Tre decenni di guerra sembrano aver temprato i gruppi militanti afghani, ponendoli in una posizione migliore rispetto alle forze straniere di occupazione guidate dagli Stati Uniti. Grazie a legami organici con la società, i ribelli sono visti dalla popolazione afghana come un potere reale, un potere che combatte per una causa: la liberazione del paese, ancora una volta, dall”occupazione straniera. Questa convinzione è rafforzata dall”esistenza di celle di tortura nel paese, e dall”enorme numero di vittime civili causate dagli Stati Uniti e dalle altre forze straniere.
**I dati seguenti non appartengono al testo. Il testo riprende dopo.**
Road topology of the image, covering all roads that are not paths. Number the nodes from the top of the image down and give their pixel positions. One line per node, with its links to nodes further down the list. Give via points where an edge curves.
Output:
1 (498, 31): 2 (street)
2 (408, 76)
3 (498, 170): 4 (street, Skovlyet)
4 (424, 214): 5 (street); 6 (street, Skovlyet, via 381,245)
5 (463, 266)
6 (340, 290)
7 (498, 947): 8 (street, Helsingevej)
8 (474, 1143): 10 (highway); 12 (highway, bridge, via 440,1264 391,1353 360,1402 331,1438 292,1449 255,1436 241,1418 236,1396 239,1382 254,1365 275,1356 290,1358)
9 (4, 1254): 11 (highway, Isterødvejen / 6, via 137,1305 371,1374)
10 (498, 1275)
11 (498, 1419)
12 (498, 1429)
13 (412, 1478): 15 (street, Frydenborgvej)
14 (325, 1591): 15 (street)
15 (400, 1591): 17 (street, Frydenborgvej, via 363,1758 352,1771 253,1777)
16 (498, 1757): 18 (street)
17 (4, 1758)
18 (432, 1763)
Secondo l”ultimo rapporto dell”ONU, una cifra record di 2.118 civili sono stati uccisi lo scorso anno, con più di 500 morti dovuti agli attacchi aerei.

Per citare le parole di Paul Craig Roberts, ex vicesegretario al Tesoro nell”amministrazione Reagan, i Talebani non sono un”organizzazione terroristica, ma piuttosto un movimento che sta cercando di unificare l”Afghanistan. In questo contesto, la “guerra al terrore” guidata dagli USA è un fronte per il controllo americano degli oleodotti nella vicina Asia Centrale, appoggiato dai profitti legati al complesso militare e della sicurezza, dai fomentatori di uno stato di polizia, e da coloro che appoggiano l”espansionismo israeliano.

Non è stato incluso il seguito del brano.